Exercise details —
When a line of the records below contains the string "numbered", copy that whole line.

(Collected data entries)

[Start of Attachment]

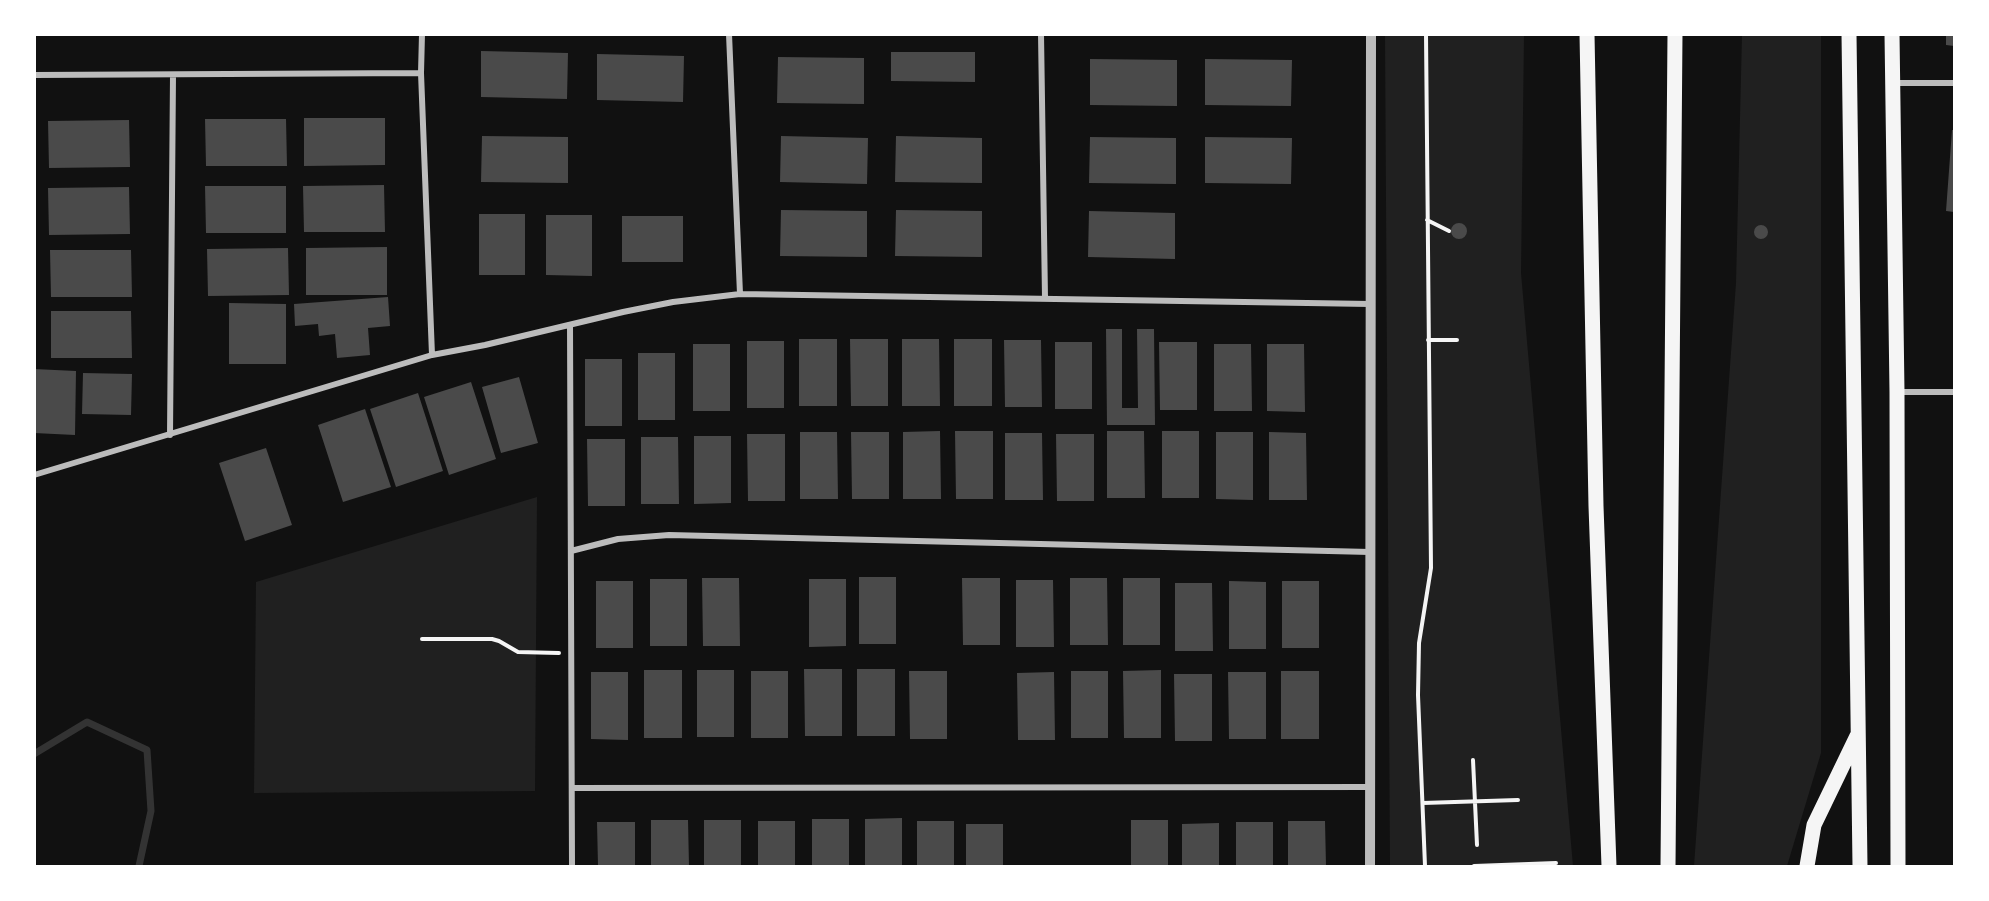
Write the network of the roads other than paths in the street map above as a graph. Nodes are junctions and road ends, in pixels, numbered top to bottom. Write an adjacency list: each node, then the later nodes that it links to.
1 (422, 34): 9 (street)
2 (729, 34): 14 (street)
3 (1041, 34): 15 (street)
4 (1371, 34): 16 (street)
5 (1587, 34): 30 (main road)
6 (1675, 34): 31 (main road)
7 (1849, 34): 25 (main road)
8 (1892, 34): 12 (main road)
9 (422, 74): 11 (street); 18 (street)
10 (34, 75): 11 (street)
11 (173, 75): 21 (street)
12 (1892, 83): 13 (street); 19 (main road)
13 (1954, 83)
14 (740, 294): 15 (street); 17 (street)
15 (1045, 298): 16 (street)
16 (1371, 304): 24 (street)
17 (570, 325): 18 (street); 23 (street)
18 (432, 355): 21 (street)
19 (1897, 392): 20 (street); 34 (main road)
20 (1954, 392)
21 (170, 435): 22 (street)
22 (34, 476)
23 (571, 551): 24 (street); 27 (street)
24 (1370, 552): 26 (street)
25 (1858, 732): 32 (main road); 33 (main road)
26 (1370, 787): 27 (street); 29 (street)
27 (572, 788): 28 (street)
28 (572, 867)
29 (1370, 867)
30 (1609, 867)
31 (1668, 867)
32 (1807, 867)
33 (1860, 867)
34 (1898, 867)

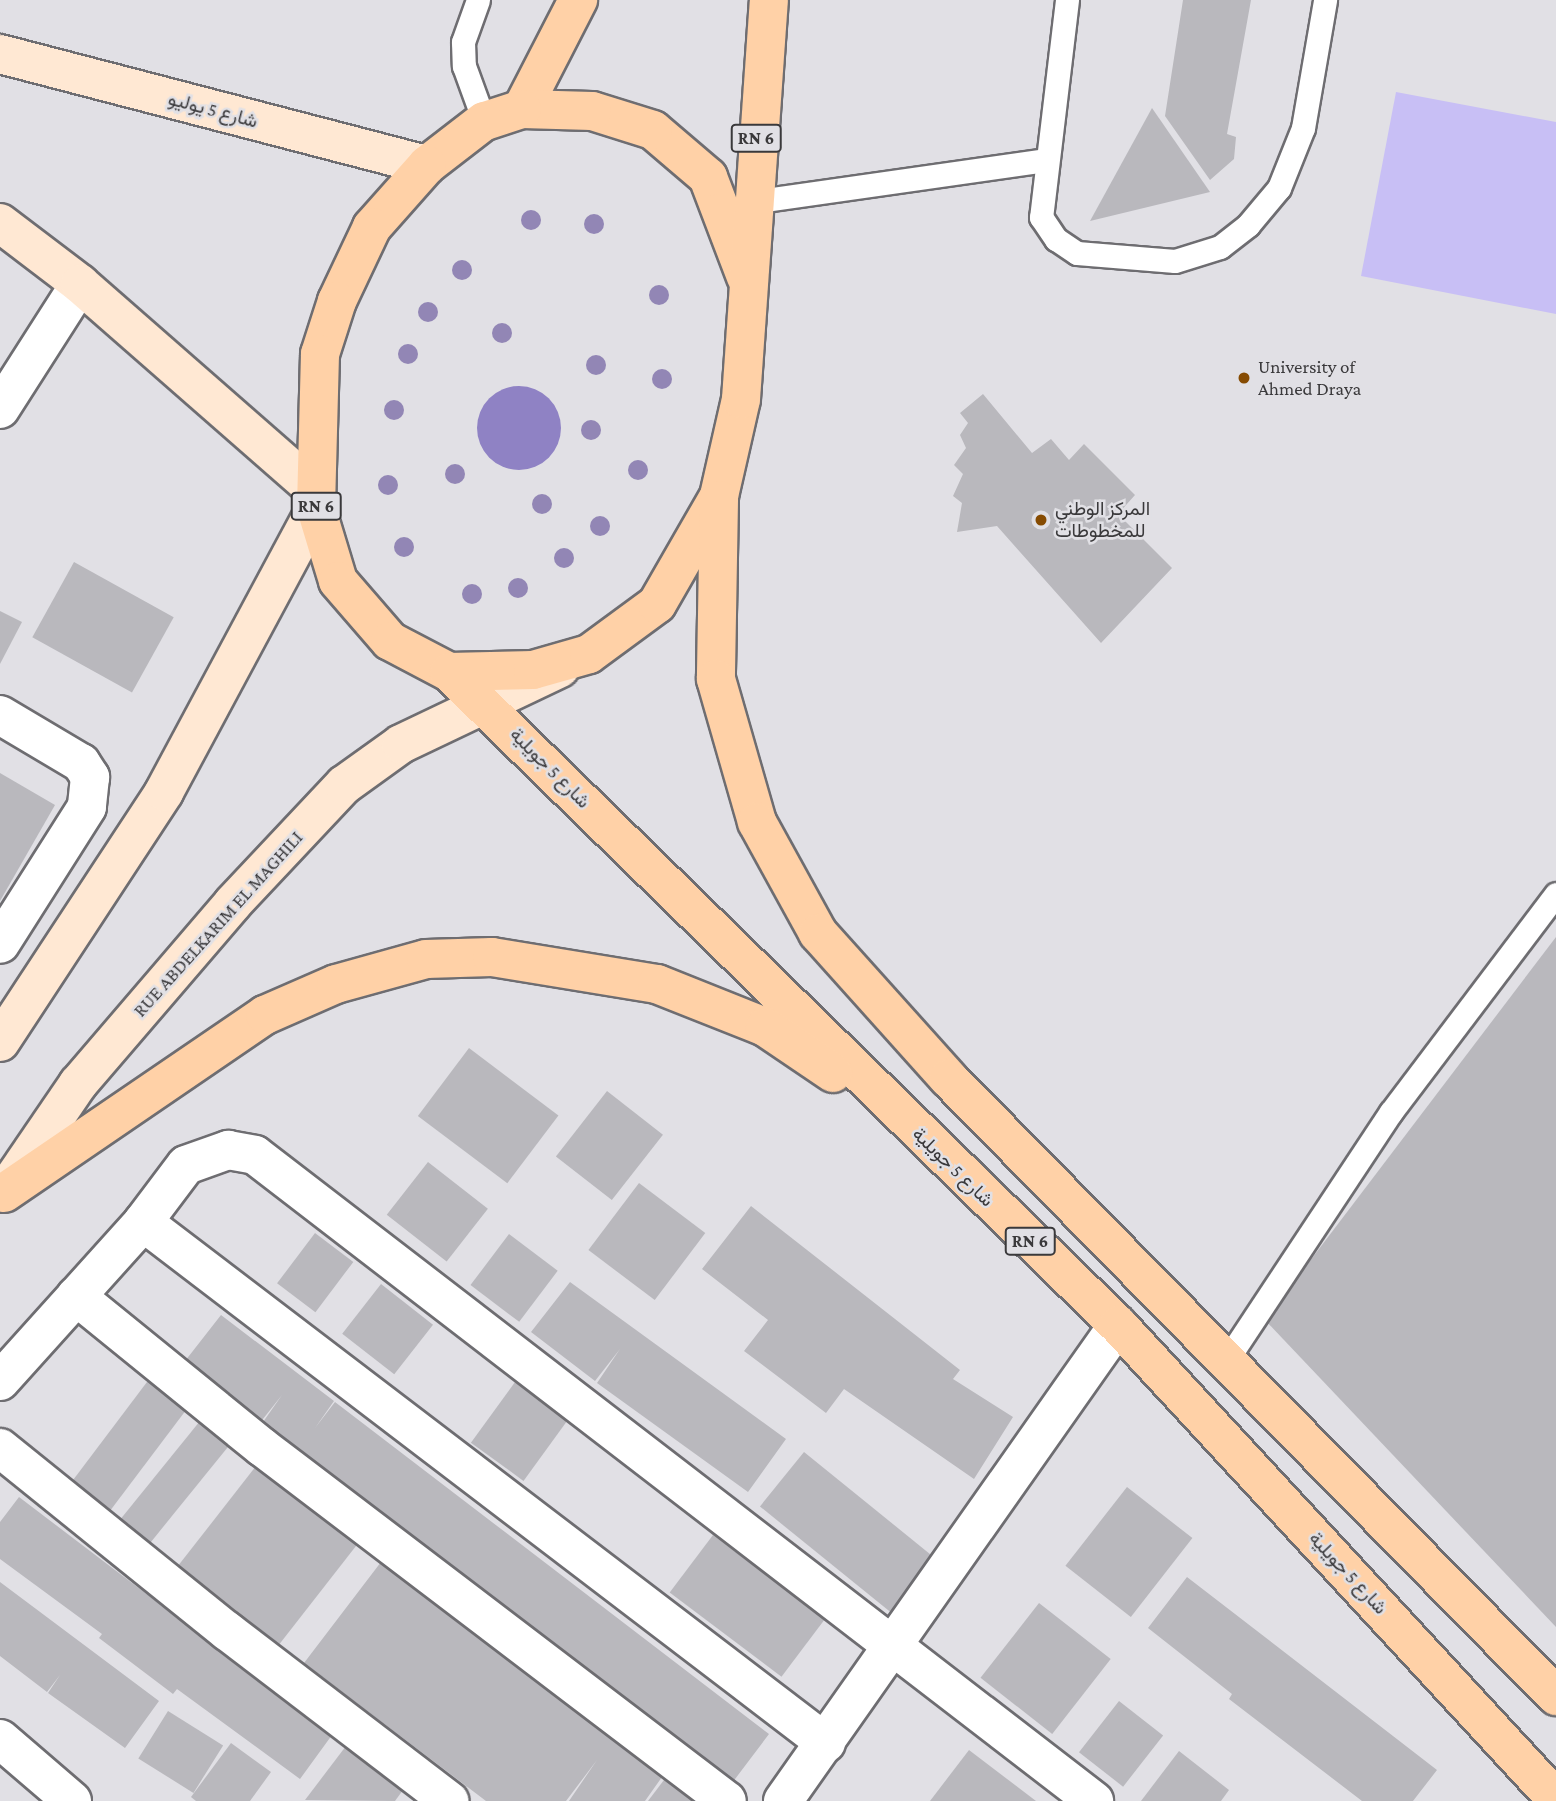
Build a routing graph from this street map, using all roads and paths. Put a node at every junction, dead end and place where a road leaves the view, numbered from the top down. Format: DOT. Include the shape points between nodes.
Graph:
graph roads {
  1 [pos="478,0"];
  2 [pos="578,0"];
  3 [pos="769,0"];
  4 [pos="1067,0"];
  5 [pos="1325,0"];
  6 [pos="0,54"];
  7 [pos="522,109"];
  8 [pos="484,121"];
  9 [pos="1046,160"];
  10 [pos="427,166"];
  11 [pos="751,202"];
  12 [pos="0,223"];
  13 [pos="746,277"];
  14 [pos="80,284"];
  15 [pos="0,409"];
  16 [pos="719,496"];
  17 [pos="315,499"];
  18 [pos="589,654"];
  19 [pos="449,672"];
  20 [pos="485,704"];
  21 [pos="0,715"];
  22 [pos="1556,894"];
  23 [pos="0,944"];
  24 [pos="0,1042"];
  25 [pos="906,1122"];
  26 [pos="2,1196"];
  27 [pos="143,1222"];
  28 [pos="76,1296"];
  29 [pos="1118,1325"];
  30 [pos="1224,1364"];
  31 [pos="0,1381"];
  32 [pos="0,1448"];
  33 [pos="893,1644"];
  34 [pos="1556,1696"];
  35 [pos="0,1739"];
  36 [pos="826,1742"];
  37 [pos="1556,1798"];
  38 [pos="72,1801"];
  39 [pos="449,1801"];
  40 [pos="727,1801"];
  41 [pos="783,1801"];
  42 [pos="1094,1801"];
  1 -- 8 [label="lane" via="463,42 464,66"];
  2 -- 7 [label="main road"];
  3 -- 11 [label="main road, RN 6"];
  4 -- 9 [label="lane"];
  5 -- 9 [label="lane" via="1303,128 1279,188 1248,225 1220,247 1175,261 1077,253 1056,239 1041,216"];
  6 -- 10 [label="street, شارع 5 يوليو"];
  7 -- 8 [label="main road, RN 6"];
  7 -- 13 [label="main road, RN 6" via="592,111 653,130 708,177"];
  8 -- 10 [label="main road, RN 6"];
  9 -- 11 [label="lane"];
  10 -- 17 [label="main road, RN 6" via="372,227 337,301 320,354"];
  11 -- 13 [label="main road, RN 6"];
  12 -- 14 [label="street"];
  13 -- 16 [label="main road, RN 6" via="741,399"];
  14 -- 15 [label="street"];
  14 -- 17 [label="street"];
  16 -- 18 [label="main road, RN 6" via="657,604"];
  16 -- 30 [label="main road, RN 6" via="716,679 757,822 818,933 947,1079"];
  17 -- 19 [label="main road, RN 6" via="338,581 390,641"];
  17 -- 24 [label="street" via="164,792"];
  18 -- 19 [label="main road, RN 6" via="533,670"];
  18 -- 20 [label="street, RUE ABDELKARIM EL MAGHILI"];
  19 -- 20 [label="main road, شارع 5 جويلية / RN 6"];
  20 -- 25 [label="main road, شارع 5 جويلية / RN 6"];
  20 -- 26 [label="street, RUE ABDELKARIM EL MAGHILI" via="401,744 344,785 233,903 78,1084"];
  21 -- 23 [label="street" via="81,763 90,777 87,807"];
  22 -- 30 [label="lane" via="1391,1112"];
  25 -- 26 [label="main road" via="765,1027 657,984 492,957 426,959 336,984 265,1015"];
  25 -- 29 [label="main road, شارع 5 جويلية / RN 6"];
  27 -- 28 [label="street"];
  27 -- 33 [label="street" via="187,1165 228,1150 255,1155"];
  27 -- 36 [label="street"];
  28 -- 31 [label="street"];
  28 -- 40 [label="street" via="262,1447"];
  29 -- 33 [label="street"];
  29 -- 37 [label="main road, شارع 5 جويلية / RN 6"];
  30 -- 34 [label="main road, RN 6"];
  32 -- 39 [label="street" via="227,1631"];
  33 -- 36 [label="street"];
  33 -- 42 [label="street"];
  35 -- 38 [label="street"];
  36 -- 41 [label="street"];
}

[End of Attachment]

Answer section —
Write the network of the roads other than paths in the street map above as a graph. Nodes are junctions and road ends, in pixels, numbered top to bottom. Write an adjacency list: each node, then the later nodes that it links to.
Build a routing graph from this street map, using all roads and paths. Put a node at every junction, dead end and place where a road leaves the view, numbered from the top down. Format: DOT. Include the shape points between nodes.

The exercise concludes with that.